§ **Task requirements**
Top to bottom, output the entries that follow exactly.

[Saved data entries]
--- --- ---
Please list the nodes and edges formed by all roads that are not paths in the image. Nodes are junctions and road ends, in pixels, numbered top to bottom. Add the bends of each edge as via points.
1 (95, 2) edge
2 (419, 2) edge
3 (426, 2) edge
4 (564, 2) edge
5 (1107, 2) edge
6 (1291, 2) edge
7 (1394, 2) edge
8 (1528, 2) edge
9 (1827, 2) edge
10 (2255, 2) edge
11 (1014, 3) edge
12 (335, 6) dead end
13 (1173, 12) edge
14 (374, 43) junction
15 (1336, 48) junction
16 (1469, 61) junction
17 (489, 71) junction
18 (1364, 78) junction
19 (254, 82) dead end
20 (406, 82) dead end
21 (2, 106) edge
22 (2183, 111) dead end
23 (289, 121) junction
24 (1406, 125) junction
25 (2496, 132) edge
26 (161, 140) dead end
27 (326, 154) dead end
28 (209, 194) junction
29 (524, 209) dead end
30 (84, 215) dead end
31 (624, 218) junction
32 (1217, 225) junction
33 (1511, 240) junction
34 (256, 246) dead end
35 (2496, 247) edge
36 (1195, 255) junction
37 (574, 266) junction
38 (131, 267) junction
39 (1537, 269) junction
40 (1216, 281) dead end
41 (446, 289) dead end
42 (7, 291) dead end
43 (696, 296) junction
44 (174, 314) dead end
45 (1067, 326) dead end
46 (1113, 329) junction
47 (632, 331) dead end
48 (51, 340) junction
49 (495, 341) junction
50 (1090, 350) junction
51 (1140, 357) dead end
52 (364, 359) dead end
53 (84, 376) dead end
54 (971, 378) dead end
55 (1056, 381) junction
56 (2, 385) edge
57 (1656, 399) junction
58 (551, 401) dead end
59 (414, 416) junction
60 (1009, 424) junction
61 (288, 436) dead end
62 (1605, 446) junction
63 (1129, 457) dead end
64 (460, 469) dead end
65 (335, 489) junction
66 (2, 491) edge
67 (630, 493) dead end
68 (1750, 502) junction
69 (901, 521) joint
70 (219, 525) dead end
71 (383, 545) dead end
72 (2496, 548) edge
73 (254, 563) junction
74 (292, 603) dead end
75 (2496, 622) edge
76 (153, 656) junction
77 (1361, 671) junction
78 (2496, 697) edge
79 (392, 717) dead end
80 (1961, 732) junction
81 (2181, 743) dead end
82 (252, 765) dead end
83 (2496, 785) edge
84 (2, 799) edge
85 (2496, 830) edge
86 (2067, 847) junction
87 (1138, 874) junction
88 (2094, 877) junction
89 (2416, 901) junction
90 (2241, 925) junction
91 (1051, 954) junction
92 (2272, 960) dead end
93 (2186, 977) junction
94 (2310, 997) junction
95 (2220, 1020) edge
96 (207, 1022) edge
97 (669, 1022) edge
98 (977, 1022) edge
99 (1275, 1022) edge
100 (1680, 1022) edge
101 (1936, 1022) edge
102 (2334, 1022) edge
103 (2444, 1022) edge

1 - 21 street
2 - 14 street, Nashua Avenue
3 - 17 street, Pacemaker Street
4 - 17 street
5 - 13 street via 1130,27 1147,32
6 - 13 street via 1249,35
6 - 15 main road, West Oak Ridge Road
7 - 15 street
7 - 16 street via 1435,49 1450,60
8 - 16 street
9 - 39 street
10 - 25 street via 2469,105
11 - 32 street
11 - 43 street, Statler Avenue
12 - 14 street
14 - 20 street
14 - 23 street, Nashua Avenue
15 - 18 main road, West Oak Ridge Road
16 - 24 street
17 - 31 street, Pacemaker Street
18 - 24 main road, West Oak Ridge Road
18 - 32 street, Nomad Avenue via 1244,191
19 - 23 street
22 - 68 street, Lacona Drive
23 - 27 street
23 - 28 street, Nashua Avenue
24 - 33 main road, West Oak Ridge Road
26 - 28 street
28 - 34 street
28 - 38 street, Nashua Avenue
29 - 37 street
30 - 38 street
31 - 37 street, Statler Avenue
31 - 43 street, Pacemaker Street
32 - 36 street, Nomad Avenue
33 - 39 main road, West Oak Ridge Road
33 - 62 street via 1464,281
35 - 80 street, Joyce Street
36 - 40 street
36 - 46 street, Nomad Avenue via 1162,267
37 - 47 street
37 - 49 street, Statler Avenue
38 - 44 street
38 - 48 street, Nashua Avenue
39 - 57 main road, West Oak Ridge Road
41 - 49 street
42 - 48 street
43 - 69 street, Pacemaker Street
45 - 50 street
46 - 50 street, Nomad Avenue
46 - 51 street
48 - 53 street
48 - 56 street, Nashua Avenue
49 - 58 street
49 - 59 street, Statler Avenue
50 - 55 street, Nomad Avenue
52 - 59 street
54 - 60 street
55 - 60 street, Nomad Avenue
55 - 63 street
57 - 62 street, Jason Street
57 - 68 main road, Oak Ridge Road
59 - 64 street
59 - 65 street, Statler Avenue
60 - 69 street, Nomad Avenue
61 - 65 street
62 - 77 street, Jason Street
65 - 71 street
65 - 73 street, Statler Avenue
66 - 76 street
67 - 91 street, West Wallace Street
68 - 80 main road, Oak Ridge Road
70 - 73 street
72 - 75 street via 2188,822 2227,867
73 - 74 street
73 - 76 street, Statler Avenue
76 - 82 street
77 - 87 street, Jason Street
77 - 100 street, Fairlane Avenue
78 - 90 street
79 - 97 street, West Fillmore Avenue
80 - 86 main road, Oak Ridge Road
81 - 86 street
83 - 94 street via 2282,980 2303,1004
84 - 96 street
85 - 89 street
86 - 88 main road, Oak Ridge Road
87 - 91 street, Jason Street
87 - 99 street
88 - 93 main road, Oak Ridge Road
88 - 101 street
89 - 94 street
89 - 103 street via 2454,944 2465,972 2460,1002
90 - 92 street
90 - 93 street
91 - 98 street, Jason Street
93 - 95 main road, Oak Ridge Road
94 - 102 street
--- --- ---
§ **Exercise output**
Please list the nodes and edges formed by all roads that are not paths in the image. Nodes are junctions and road ends, in pixels, numbered top to bottom. Add the bends of each edge as via points.
1 (95, 2) edge
2 (419, 2) edge
3 (426, 2) edge
4 (564, 2) edge
5 (1107, 2) edge
6 (1291, 2) edge
7 (1394, 2) edge
8 (1528, 2) edge
9 (1827, 2) edge
10 (2255, 2) edge
11 (1014, 3) edge
12 (335, 6) dead end
13 (1173, 12) edge
14 (374, 43) junction
15 (1336, 48) junction
16 (1469, 61) junction
17 (489, 71) junction
18 (1364, 78) junction
19 (254, 82) dead end
20 (406, 82) dead end
21 (2, 106) edge
22 (2183, 111) dead end
23 (289, 121) junction
24 (1406, 125) junction
25 (2496, 132) edge
26 (161, 140) dead end
27 (326, 154) dead end
28 (209, 194) junction
29 (524, 209) dead end
30 (84, 215) dead end
31 (624, 218) junction
32 (1217, 225) junction
33 (1511, 240) junction
34 (256, 246) dead end
35 (2496, 247) edge
36 (1195, 255) junction
37 (574, 266) junction
38 (131, 267) junction
39 (1537, 269) junction
40 (1216, 281) dead end
41 (446, 289) dead end
42 (7, 291) dead end
43 (696, 296) junction
44 (174, 314) dead end
45 (1067, 326) dead end
46 (1113, 329) junction
47 (632, 331) dead end
48 (51, 340) junction
49 (495, 341) junction
50 (1090, 350) junction
51 (1140, 357) dead end
52 (364, 359) dead end
53 (84, 376) dead end
54 (971, 378) dead end
55 (1056, 381) junction
56 (2, 385) edge
57 (1656, 399) junction
58 (551, 401) dead end
59 (414, 416) junction
60 (1009, 424) junction
61 (288, 436) dead end
62 (1605, 446) junction
63 (1129, 457) dead end
64 (460, 469) dead end
65 (335, 489) junction
66 (2, 491) edge
67 (630, 493) dead end
68 (1750, 502) junction
69 (901, 521) joint
70 (219, 525) dead end
71 (383, 545) dead end
72 (2496, 548) edge
73 (254, 563) junction
74 (292, 603) dead end
75 (2496, 622) edge
76 (153, 656) junction
77 (1361, 671) junction
78 (2496, 697) edge
79 (392, 717) dead end
80 (1961, 732) junction
81 (2181, 743) dead end
82 (252, 765) dead end
83 (2496, 785) edge
84 (2, 799) edge
85 (2496, 830) edge
86 (2067, 847) junction
87 (1138, 874) junction
88 (2094, 877) junction
89 (2416, 901) junction
90 (2241, 925) junction
91 (1051, 954) junction
92 (2272, 960) dead end
93 (2186, 977) junction
94 (2310, 997) junction
95 (2220, 1020) edge
96 (207, 1022) edge
97 (669, 1022) edge
98 (977, 1022) edge
99 (1275, 1022) edge
100 (1680, 1022) edge
101 (1936, 1022) edge
102 (2334, 1022) edge
103 (2444, 1022) edge

1 - 21 street
2 - 14 street, Nashua Avenue
3 - 17 street, Pacemaker Street
4 - 17 street
5 - 13 street via 1130,27 1147,32
6 - 13 street via 1249,35
6 - 15 main road, West Oak Ridge Road
7 - 15 street
7 - 16 street via 1435,49 1450,60
8 - 16 street
9 - 39 street
10 - 25 street via 2469,105
11 - 32 street
11 - 43 street, Statler Avenue
12 - 14 street
14 - 20 street
14 - 23 street, Nashua Avenue
15 - 18 main road, West Oak Ridge Road
16 - 24 street
17 - 31 street, Pacemaker Street
18 - 24 main road, West Oak Ridge Road
18 - 32 street, Nomad Avenue via 1244,191
19 - 23 street
22 - 68 street, Lacona Drive
23 - 27 street
23 - 28 street, Nashua Avenue
24 - 33 main road, West Oak Ridge Road
26 - 28 street
28 - 34 street
28 - 38 street, Nashua Avenue
29 - 37 street
30 - 38 street
31 - 37 street, Statler Avenue
31 - 43 street, Pacemaker Street
32 - 36 street, Nomad Avenue
33 - 39 main road, West Oak Ridge Road
33 - 62 street via 1464,281
35 - 80 street, Joyce Street
36 - 40 street
36 - 46 street, Nomad Avenue via 1162,267
37 - 47 street
37 - 49 street, Statler Avenue
38 - 44 street
38 - 48 street, Nashua Avenue
39 - 57 main road, West Oak Ridge Road
41 - 49 street
42 - 48 street
43 - 69 street, Pacemaker Street
45 - 50 street
46 - 50 street, Nomad Avenue
46 - 51 street
48 - 53 street
48 - 56 street, Nashua Avenue
49 - 58 street
49 - 59 street, Statler Avenue
50 - 55 street, Nomad Avenue
52 - 59 street
54 - 60 street
55 - 60 street, Nomad Avenue
55 - 63 street
57 - 62 street, Jason Street
57 - 68 main road, Oak Ridge Road
59 - 64 street
59 - 65 street, Statler Avenue
60 - 69 street, Nomad Avenue
61 - 65 street
62 - 77 street, Jason Street
65 - 71 street
65 - 73 street, Statler Avenue
66 - 76 street
67 - 91 street, West Wallace Street
68 - 80 main road, Oak Ridge Road
70 - 73 street
72 - 75 street via 2188,822 2227,867
73 - 74 street
73 - 76 street, Statler Avenue
76 - 82 street
77 - 87 street, Jason Street
77 - 100 street, Fairlane Avenue
78 - 90 street
79 - 97 street, West Fillmore Avenue
80 - 86 main road, Oak Ridge Road
81 - 86 street
83 - 94 street via 2282,980 2303,1004
84 - 96 street
85 - 89 street
86 - 88 main road, Oak Ridge Road
87 - 91 street, Jason Street
87 - 99 street
88 - 93 main road, Oak Ridge Road
88 - 101 street
89 - 94 street
89 - 103 street via 2454,944 2465,972 2460,1002
90 - 92 street
90 - 93 street
91 - 98 street, Jason Street
93 - 95 main road, Oak Ridge Road
94 - 102 street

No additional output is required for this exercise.